Classical description of the parameter space geometry in the Dicke and Lipkin-Meshkov-Glick models

We study the classical analog of the quantum metric tensor and its scalar curvature for two well-known quantum physics models. First, we analyze the geometry of the parameter space for the Dicke model with the aid of the classical and quantum metrics and find that, in the thermodynamic limit, they have the same divergent behavior near the quantum phase transition, as opposed to their corresponding scalar curvatures which are not divergent there. On the contrary, under resonance conditions, both scalar curvatures exhibit a divergence at the critical point. Second, we present the classical and quantum metrics for the Lipkin-Meshkov-Glick model in the thermodynamic limit and find a perfect agreement between them. We also show that the scalar curvature is only defined on one of the system's phases and that it approaches a negative constant value. Finally, we carry out a numerical analysis for the system's finite sizes, which clearly shows the precursors of the quantum phase transition in the metric and its scalar curvature and allows their characterization as functions of the parameters and of the system's size.

Automated summary

In this study, the researchers investigated the classical analog of the quantum metric tensor and its scalar curvature for two well-known quantum physics models.

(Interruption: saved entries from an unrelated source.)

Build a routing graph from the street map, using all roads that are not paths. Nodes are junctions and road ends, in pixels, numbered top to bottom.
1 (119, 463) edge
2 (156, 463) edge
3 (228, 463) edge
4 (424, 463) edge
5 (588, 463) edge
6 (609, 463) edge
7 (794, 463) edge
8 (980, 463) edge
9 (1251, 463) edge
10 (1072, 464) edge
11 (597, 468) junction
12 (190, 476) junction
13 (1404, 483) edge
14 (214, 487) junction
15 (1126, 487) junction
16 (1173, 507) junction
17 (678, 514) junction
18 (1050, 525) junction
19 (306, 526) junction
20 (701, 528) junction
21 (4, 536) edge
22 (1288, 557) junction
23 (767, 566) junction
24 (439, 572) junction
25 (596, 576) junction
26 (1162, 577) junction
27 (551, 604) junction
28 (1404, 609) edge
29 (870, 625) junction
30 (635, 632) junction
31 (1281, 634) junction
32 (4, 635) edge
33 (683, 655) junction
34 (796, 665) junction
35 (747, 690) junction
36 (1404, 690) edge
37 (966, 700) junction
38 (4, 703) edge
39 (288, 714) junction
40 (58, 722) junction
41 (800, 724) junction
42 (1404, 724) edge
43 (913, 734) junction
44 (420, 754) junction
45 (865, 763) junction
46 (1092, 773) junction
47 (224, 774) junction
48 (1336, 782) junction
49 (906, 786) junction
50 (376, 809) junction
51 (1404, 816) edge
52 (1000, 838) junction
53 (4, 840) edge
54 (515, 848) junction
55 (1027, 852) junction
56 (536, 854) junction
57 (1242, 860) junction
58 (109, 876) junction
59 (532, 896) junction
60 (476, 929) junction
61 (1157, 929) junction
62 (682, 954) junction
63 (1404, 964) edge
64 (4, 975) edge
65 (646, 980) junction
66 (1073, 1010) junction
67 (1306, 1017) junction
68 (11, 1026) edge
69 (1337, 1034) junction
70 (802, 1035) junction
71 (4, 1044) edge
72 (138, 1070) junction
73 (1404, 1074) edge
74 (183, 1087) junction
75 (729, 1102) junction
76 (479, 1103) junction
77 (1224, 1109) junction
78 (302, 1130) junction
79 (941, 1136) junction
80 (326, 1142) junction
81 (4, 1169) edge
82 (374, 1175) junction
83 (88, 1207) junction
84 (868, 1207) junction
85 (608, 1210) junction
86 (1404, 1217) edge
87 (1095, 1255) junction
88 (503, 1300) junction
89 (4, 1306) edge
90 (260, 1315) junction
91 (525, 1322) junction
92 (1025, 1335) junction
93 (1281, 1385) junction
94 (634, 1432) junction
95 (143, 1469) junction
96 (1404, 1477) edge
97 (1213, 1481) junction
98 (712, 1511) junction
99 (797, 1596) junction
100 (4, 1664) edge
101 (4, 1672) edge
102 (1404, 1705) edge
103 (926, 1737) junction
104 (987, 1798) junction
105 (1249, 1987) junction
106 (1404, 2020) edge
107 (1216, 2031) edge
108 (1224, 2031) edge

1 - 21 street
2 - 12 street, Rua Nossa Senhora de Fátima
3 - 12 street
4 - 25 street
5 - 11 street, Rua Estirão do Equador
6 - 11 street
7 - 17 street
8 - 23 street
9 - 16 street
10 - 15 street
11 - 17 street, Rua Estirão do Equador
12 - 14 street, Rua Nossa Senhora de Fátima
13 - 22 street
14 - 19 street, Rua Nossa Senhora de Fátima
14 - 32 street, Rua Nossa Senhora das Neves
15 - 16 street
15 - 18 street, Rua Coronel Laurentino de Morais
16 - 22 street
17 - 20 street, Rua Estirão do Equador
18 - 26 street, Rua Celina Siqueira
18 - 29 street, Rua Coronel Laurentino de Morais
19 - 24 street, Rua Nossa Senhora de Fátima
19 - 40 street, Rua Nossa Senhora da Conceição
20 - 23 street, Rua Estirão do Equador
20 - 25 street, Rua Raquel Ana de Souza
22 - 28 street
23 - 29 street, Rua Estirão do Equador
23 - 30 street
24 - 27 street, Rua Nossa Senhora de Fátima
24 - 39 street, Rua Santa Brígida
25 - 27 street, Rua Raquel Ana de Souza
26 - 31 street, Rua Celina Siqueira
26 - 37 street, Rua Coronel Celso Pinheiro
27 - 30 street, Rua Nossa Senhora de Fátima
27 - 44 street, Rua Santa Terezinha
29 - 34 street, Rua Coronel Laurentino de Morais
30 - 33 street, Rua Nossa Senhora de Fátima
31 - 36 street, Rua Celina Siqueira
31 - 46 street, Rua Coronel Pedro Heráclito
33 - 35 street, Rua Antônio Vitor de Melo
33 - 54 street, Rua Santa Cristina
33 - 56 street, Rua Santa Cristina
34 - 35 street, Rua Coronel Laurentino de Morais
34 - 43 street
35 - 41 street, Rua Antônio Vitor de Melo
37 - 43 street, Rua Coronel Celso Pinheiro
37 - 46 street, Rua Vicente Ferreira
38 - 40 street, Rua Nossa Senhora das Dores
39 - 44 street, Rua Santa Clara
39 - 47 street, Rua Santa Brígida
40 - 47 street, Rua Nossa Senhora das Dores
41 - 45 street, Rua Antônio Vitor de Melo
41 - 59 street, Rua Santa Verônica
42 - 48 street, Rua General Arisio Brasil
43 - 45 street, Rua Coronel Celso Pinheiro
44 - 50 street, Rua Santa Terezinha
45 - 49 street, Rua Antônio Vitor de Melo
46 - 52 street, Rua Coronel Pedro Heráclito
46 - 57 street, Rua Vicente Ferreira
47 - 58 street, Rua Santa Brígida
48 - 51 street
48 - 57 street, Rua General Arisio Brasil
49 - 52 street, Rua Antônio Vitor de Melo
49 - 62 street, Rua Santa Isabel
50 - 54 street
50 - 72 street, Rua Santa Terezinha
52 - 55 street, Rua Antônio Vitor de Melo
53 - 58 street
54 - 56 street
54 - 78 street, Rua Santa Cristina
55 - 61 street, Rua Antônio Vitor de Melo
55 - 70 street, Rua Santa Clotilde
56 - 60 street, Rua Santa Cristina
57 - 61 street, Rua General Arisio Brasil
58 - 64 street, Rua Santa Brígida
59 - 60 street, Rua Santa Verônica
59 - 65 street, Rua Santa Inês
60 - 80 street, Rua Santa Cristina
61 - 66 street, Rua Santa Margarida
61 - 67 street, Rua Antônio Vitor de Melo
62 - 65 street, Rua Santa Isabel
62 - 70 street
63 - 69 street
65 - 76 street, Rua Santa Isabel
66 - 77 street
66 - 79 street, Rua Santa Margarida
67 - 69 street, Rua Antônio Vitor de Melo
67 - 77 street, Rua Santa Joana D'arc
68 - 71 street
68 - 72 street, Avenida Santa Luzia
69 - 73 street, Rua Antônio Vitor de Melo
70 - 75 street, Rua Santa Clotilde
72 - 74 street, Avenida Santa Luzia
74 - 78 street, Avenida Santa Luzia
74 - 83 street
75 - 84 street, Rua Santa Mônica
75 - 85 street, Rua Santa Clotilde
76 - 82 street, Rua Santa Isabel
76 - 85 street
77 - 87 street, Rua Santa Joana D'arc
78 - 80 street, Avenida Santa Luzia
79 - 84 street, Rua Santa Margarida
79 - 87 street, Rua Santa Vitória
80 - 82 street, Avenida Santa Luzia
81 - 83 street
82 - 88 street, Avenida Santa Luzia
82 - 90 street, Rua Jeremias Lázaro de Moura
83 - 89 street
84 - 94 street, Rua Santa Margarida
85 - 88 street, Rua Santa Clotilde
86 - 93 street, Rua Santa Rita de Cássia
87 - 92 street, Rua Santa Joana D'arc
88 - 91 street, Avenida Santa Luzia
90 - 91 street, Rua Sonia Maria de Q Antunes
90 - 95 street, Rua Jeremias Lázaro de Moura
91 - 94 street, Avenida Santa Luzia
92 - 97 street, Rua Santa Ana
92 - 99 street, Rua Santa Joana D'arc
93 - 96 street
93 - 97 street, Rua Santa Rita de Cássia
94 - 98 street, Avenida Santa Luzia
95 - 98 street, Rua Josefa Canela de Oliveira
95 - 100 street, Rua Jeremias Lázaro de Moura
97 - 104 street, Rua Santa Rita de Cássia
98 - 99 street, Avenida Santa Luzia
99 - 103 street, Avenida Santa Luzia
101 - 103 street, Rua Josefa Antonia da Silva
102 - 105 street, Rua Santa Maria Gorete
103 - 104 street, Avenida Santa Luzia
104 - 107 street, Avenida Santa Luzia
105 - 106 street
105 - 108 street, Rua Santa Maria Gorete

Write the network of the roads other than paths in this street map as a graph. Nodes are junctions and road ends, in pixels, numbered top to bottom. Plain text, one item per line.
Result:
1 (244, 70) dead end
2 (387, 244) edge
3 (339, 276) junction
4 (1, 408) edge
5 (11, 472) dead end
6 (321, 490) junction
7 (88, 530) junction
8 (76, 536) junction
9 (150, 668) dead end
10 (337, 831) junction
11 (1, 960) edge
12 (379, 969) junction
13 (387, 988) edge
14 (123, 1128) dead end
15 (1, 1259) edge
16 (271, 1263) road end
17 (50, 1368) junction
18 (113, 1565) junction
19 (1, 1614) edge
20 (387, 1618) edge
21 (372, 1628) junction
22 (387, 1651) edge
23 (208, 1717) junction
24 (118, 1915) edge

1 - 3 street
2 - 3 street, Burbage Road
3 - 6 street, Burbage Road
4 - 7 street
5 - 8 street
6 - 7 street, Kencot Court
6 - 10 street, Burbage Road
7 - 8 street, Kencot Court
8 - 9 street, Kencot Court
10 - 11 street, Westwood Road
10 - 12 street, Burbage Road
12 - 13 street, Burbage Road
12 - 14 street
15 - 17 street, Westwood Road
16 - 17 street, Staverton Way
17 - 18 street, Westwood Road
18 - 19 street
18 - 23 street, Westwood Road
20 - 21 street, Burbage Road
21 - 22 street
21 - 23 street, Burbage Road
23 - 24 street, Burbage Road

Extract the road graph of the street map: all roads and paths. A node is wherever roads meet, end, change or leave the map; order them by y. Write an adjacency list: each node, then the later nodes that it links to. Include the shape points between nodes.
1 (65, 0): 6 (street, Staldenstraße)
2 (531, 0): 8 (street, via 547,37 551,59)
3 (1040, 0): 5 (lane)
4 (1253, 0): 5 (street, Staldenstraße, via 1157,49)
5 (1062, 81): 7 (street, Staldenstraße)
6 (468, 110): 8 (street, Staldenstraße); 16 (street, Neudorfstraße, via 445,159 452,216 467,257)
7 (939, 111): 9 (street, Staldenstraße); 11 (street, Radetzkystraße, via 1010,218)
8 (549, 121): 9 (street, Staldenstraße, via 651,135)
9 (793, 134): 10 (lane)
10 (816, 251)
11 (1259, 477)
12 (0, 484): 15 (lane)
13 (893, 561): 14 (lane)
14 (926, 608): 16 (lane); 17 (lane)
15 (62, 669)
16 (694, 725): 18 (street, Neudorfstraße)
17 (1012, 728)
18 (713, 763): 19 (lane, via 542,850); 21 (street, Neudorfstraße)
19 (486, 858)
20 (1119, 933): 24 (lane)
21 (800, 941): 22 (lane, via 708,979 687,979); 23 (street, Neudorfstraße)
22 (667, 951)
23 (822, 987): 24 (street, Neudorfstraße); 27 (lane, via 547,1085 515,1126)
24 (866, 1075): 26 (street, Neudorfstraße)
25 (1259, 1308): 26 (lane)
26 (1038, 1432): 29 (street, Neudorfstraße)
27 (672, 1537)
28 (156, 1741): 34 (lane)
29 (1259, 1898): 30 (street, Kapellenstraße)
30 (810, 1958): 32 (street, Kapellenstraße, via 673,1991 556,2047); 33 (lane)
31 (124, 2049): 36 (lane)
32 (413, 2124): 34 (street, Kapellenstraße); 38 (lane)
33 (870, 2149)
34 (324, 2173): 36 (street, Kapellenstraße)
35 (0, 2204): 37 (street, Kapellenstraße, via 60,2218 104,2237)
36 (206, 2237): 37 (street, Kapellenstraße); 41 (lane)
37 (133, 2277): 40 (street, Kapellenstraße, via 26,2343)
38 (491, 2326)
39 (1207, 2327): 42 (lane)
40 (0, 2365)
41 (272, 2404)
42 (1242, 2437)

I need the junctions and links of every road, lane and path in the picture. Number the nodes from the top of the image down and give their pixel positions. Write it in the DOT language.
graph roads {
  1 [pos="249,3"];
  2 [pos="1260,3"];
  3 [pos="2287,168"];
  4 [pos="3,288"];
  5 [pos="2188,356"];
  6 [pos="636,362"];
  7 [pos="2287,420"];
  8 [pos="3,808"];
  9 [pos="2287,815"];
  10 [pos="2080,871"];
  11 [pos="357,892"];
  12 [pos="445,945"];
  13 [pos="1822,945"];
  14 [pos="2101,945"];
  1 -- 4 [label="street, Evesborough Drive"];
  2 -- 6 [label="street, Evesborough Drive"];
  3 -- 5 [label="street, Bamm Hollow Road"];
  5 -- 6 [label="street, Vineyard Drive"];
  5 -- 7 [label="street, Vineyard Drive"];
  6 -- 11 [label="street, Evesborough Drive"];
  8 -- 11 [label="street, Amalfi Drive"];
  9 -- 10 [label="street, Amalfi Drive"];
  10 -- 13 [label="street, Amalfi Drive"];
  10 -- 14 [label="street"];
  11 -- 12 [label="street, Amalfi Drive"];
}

They found that in the thermodynamic limit, the classical and quantum metrics have similar behaviors near the quantum phase transition, but the scalar curvatures show divergence only under certain conditions. Additionally, numerical analysis for finite sizes revealed precursors of the quantum phase transition in metric and scalar curvature, providing insight into their characterization as functions of parameters and system size.